Film "Noce i dnie" miał premierę 22 kwietnia 1975 roku. Po raz pierwszy obejrzeli go kaliszanie w kinie "Oaza". Zrealizowana z rozmachem produkcja i występujący w niej aktorzy, z Jadwigą Barańską i Jerzym Bińczyckim na czele, zdobyli m.in. Złote Lwy na Festiwalu Polskich Filmów Fabularnych w Gdańsku i Diamentowe Lwy na Festiwalu Filmowym w Gdyni.
Produkcja była nominowana do Oscara w 1976 r. w kategorii filmu nieanglojęzycznego. W tym samym roku, na Międzynarodowym Festiwalu Filmowym w Berlinie, odtwórczyni roli Barbary Niechcic zdobyła Srebrnego Niedźwiedzia - nagrodę za najlepszą pierwszoplanową rolę kobiecą.
Słynny walc Barbary przeszedł do historii i do dziś stanowi jeden z najsłynniejszych motywów muzycznych polskiego kina.
"Noce i dnie" to saga dwóch pokoleń rodziny Niechciców na tle Polski pod zaborami na przełomie XIX i XX w.

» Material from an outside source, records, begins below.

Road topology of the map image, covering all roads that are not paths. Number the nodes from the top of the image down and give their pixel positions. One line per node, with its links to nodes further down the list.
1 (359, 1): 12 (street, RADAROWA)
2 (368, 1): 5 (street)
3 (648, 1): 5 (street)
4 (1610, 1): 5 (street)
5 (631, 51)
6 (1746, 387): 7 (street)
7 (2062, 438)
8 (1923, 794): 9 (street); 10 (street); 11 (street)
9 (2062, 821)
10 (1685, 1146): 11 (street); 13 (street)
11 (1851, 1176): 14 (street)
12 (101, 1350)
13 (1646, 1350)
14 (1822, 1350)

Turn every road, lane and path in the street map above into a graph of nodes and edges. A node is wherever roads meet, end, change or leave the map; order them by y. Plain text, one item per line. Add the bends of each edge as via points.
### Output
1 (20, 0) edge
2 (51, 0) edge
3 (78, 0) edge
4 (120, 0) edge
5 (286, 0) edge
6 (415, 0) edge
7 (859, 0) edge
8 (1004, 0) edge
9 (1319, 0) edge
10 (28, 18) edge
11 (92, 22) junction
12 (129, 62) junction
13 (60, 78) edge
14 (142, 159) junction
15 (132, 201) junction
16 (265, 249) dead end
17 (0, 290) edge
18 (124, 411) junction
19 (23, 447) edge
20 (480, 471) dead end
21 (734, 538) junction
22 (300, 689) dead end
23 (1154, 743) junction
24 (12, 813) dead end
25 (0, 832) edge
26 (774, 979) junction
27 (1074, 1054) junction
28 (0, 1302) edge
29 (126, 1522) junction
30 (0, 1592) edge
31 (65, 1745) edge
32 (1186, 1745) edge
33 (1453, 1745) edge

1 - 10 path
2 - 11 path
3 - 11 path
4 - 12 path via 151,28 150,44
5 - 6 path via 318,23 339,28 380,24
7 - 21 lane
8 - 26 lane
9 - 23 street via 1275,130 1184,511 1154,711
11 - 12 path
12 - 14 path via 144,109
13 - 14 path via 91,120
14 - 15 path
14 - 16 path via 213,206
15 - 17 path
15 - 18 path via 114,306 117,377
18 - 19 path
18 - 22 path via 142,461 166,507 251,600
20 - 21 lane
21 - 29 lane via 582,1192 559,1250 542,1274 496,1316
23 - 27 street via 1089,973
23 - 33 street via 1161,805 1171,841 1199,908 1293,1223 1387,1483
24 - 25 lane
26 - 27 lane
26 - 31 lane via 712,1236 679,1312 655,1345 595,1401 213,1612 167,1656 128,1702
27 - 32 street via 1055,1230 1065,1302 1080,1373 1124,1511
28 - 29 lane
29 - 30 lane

W swojej powieści Maria Dąbrowska nawiązuje do ówczesnego Kalisza, swojego rodzinnego miasta. Sceny do filmu powstały w innych miastach. Ujęcia z Serbinowa i Pamiętowa filmowano w Seroczynie oraz w Pogorzeli (woj. mazowieckie), sceny burzenia Kalisza filmowano w Krakowie na Kazimierzu. Natomiast Dwór Niechciców w Serbinowie został wybudowany na potrzeby filmu.
Inicjatorem wydarzenia jest Sieraszewski Dance Studio. Walca zaśpiewali i zagrali - Izabela Płóciennik, finalistka programu telewizyjnego "The Voice of Poland”, zespół I Liceum Ogólnokształcącego im. Adama Asnyka w Kaliszu, chór "Kopernik" z III Liceum Ogólnokształcącego im. Mikołaja Kopernika w Kaliszu oraz orkiestra Dęta OSP Iwanowice.